### [Work instructions]
All lines from the one holding "Extract the road" down to the last line of the entries are to be reproduced exactly, with no other lines.

-- Opening Marker --

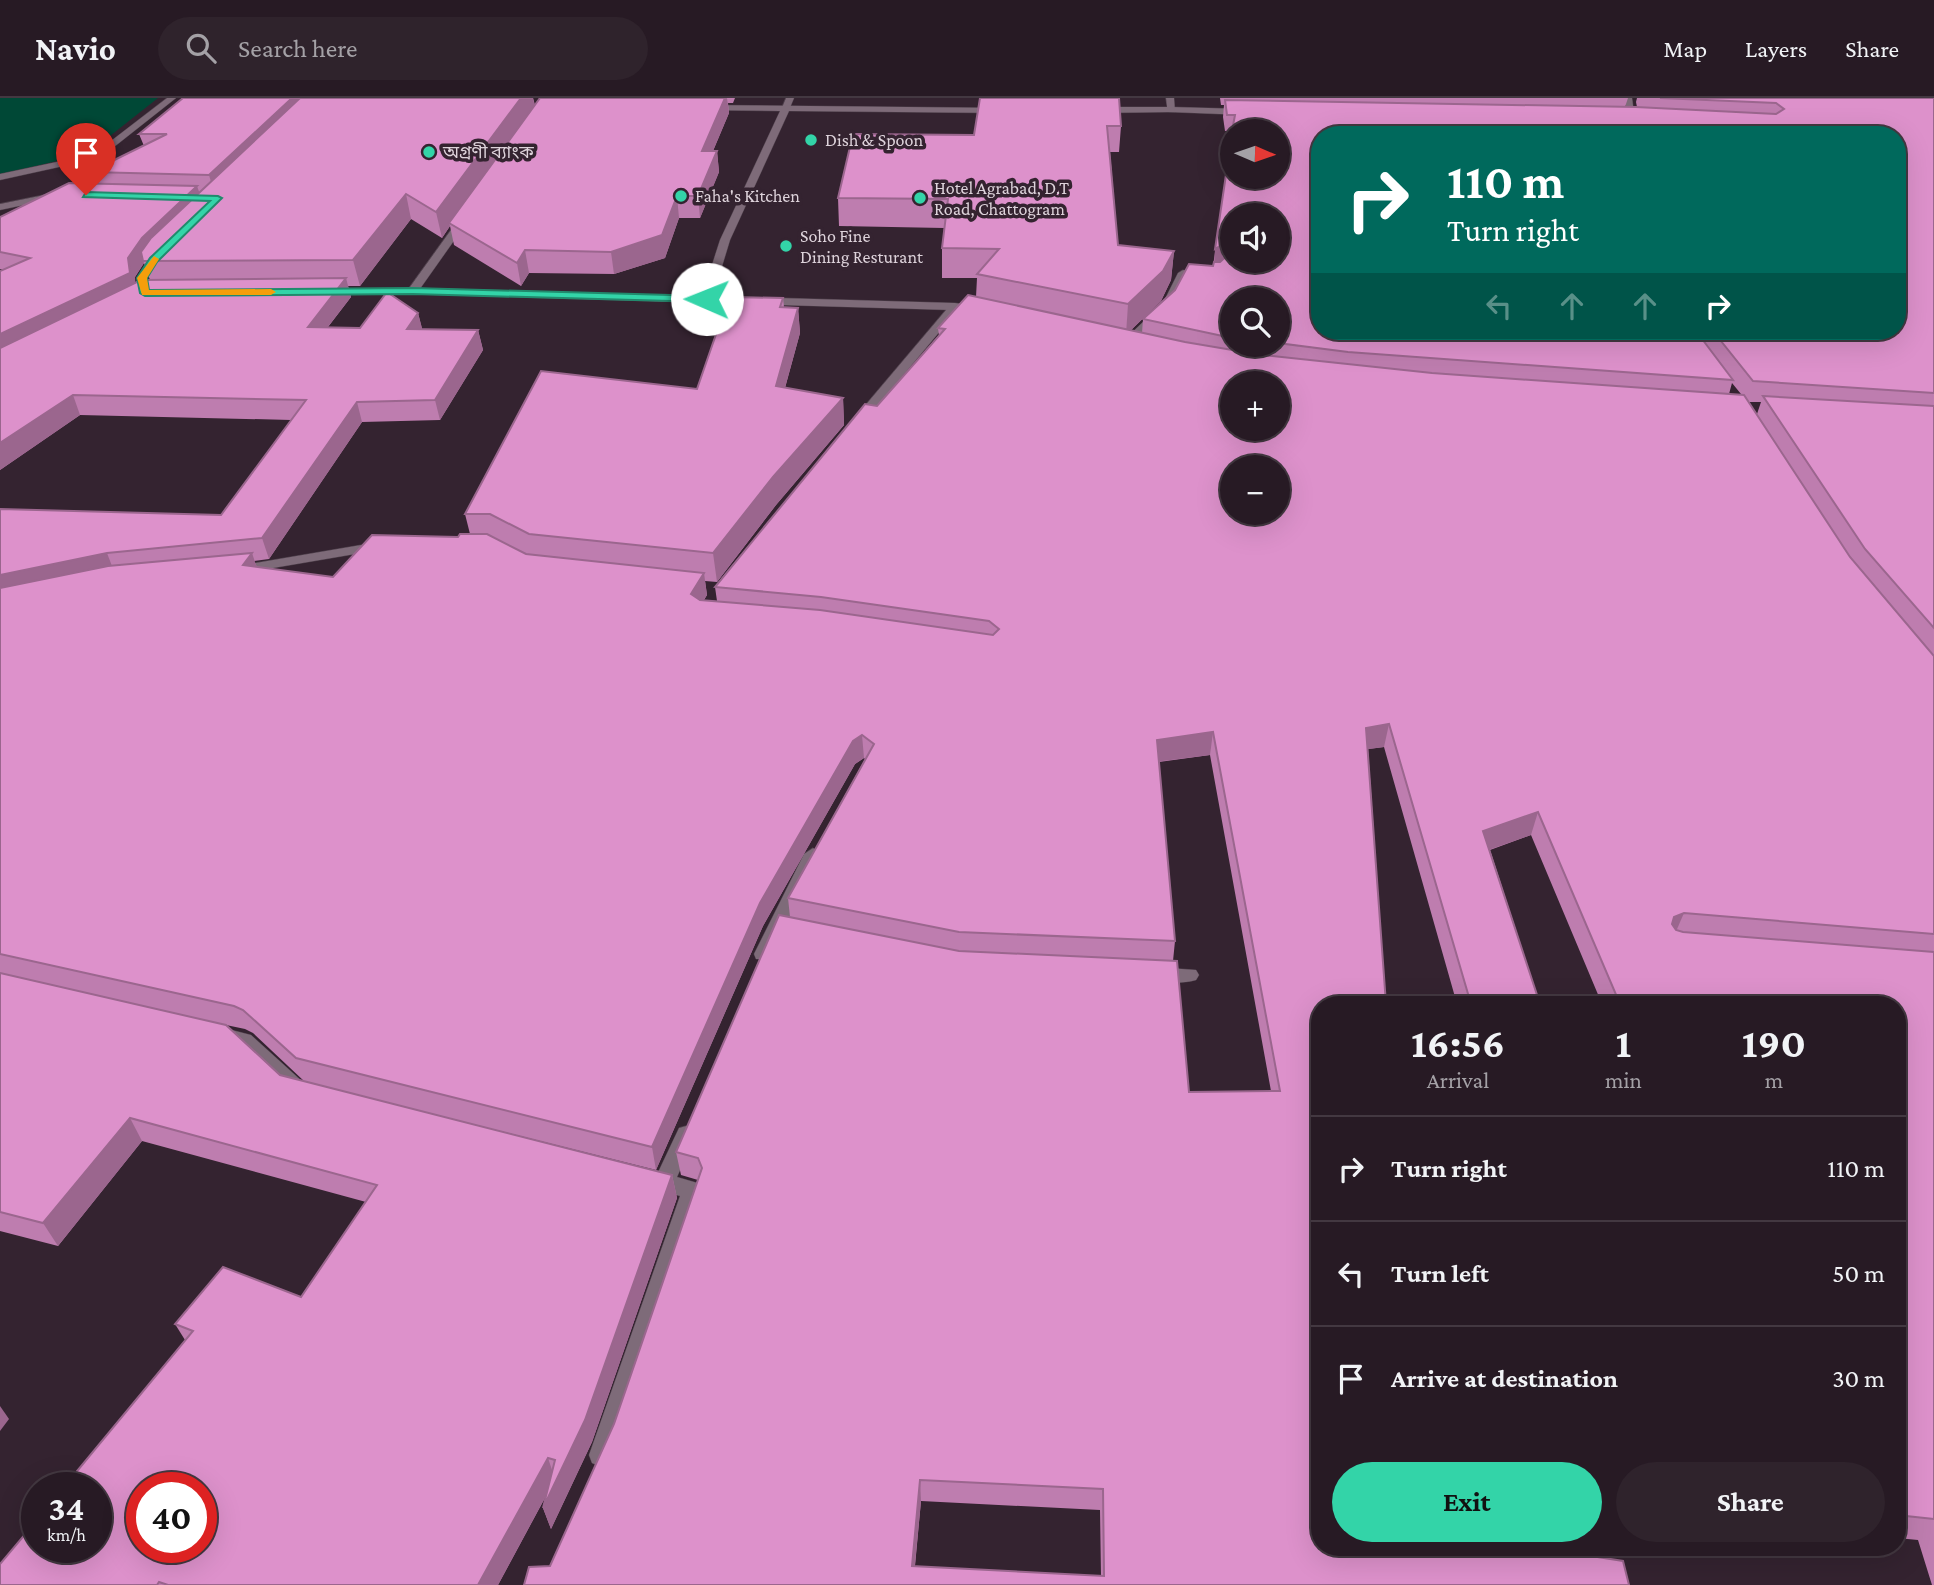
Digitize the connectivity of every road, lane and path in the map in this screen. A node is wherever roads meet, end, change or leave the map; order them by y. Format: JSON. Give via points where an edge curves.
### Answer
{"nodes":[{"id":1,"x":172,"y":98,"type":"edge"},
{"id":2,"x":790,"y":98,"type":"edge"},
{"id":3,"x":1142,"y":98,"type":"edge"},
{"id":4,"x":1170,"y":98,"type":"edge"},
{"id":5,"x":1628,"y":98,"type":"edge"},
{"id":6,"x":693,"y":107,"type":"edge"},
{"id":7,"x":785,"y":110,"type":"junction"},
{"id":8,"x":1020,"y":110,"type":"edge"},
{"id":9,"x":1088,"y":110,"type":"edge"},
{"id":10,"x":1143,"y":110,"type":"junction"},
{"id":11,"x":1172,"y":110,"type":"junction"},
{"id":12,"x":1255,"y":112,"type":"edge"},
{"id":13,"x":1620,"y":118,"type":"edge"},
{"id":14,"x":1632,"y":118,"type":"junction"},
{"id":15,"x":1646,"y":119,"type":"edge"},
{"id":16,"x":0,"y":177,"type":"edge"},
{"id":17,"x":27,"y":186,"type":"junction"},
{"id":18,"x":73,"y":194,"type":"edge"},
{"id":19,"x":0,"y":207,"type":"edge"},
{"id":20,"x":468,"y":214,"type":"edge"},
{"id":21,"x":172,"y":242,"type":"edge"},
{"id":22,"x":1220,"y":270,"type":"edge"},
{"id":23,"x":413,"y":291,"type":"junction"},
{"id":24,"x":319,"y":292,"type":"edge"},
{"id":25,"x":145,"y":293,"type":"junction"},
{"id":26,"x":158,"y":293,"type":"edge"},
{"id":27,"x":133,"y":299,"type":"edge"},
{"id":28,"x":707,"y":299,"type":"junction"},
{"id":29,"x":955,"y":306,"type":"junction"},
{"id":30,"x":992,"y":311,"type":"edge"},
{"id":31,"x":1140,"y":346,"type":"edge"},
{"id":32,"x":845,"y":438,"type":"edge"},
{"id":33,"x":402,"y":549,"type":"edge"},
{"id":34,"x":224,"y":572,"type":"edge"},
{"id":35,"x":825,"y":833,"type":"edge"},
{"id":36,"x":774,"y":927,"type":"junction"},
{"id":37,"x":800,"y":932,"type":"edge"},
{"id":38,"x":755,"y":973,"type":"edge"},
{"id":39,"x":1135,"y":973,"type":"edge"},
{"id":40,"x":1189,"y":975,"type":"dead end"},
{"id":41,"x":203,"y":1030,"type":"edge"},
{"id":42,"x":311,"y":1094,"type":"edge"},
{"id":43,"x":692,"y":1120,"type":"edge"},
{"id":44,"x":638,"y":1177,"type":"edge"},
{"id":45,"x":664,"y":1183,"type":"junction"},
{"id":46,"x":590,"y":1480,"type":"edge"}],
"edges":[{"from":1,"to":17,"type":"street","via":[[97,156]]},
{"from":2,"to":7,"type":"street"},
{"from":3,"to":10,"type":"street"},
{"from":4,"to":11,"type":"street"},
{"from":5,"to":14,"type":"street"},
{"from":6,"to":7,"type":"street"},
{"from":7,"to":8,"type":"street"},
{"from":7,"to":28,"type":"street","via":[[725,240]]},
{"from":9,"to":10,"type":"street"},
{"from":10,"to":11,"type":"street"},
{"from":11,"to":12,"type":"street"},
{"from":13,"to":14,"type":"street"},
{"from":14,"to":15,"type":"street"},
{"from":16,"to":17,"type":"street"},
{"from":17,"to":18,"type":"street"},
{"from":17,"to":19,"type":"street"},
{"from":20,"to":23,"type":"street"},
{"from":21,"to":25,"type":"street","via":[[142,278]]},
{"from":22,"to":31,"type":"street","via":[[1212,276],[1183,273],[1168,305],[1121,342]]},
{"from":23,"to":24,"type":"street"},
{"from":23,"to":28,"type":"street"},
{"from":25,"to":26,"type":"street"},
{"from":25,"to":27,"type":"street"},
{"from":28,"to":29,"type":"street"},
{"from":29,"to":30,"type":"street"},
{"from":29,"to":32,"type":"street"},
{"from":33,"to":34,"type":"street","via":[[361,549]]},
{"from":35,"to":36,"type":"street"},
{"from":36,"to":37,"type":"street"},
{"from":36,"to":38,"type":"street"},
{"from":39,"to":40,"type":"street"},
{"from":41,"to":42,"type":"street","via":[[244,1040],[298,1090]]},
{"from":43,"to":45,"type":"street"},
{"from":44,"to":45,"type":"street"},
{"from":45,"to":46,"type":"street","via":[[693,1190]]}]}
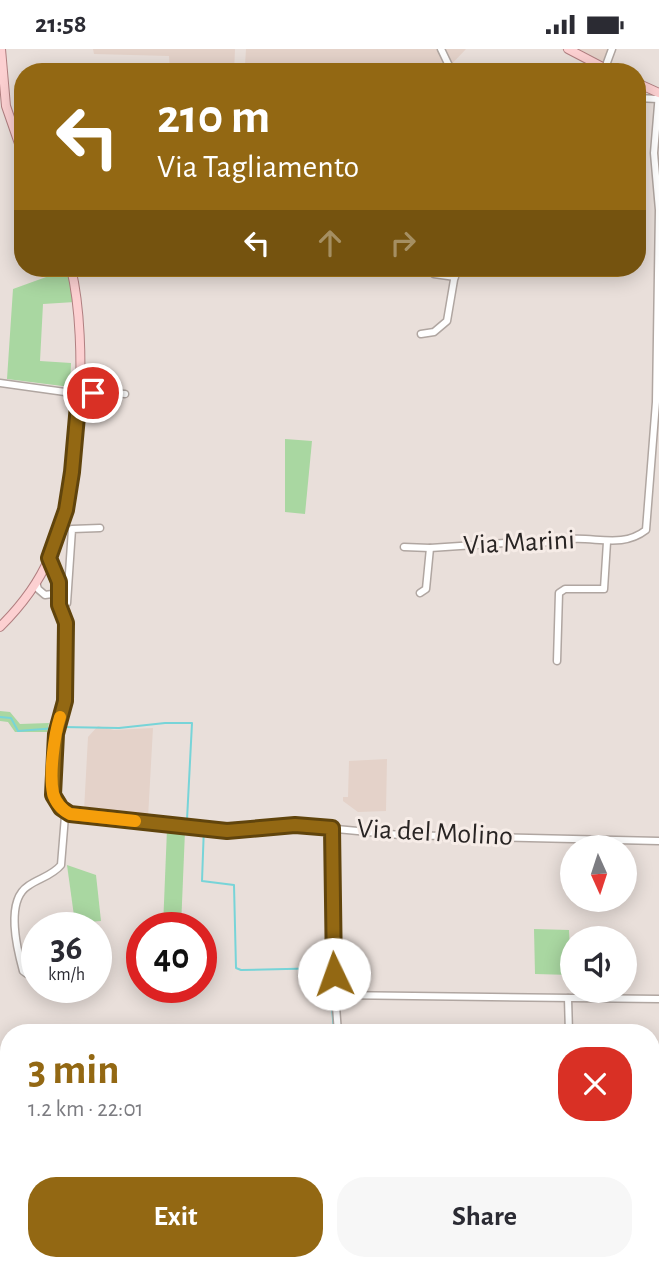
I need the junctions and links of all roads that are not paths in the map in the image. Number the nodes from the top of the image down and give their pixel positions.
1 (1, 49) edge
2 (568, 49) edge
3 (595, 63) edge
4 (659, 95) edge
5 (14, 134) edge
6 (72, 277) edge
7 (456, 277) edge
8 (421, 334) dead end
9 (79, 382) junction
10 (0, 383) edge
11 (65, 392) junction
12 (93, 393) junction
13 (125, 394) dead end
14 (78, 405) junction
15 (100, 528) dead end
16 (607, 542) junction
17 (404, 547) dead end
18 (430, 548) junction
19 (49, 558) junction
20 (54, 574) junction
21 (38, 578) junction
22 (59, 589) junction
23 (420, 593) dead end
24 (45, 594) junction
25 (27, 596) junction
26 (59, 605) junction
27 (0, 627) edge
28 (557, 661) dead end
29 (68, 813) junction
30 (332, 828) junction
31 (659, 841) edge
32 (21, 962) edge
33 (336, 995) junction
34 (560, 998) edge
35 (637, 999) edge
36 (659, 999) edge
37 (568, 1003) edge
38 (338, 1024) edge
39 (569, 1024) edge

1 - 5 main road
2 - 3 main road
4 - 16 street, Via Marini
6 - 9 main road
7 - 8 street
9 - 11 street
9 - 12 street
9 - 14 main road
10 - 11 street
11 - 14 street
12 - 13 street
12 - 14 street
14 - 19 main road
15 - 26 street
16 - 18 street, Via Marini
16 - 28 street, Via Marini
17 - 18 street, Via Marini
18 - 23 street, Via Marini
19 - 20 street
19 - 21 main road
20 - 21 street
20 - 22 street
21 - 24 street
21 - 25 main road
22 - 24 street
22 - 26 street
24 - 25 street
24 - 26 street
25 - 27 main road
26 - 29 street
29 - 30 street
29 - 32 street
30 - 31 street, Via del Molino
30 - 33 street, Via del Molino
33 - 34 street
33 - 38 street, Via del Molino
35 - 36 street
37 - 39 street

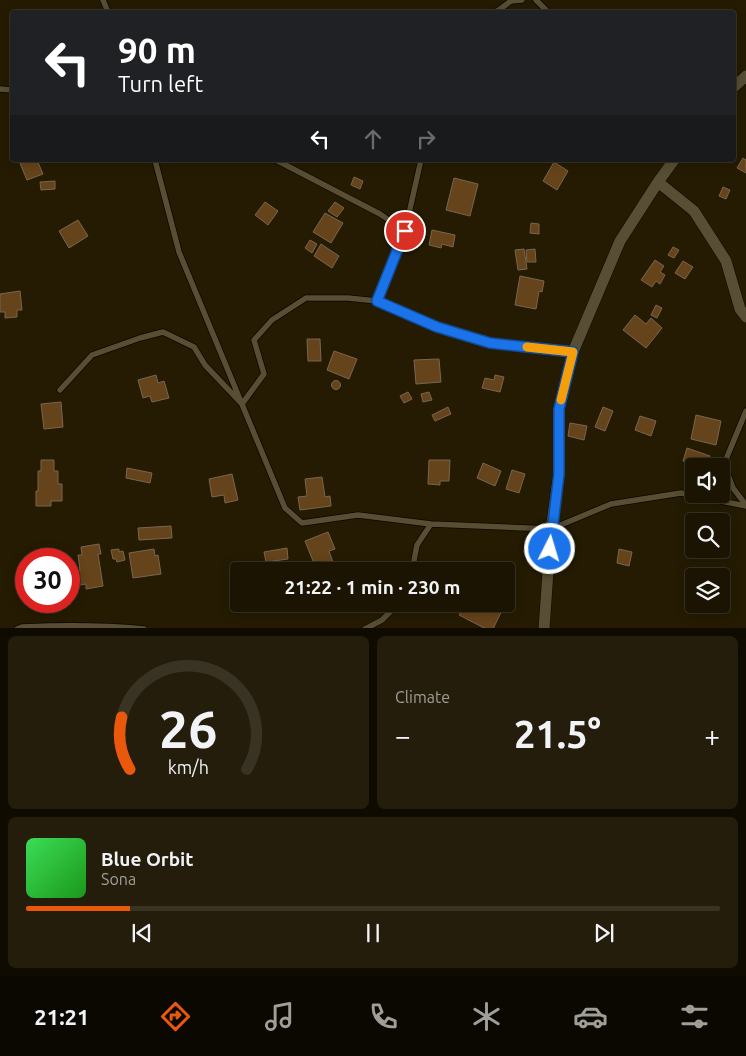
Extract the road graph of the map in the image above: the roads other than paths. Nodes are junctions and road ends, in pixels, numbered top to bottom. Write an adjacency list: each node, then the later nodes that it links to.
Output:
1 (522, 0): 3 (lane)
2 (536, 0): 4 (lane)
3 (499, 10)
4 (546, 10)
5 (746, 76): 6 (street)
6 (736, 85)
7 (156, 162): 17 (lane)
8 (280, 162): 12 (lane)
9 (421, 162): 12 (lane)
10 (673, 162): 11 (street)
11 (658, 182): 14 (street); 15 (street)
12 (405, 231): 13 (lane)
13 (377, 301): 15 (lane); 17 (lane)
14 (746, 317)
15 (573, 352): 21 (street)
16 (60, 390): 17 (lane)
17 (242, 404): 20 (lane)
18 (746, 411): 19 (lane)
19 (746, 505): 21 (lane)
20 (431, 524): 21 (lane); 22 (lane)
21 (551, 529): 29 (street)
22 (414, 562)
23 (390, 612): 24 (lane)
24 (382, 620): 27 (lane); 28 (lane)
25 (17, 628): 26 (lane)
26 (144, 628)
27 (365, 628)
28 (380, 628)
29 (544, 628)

-- Closing Marker --

### [Finished exercise]
Extract the road graph of the map in the image above: the roads other than paths. Nodes are junctions and road ends, in pixels, numbered top to bottom. Write an adjacency list: each node, then the later nodes that it links to.
Output:
1 (522, 0): 3 (lane)
2 (536, 0): 4 (lane)
3 (499, 10)
4 (546, 10)
5 (746, 76): 6 (street)
6 (736, 85)
7 (156, 162): 17 (lane)
8 (280, 162): 12 (lane)
9 (421, 162): 12 (lane)
10 (673, 162): 11 (street)
11 (658, 182): 14 (street); 15 (street)
12 (405, 231): 13 (lane)
13 (377, 301): 15 (lane); 17 (lane)
14 (746, 317)
15 (573, 352): 21 (street)
16 (60, 390): 17 (lane)
17 (242, 404): 20 (lane)
18 (746, 411): 19 (lane)
19 (746, 505): 21 (lane)
20 (431, 524): 21 (lane); 22 (lane)
21 (551, 529): 29 (street)
22 (414, 562)
23 (390, 612): 24 (lane)
24 (382, 620): 27 (lane); 28 (lane)
25 (17, 628): 26 (lane)
26 (144, 628)
27 (365, 628)
28 (380, 628)
29 (544, 628)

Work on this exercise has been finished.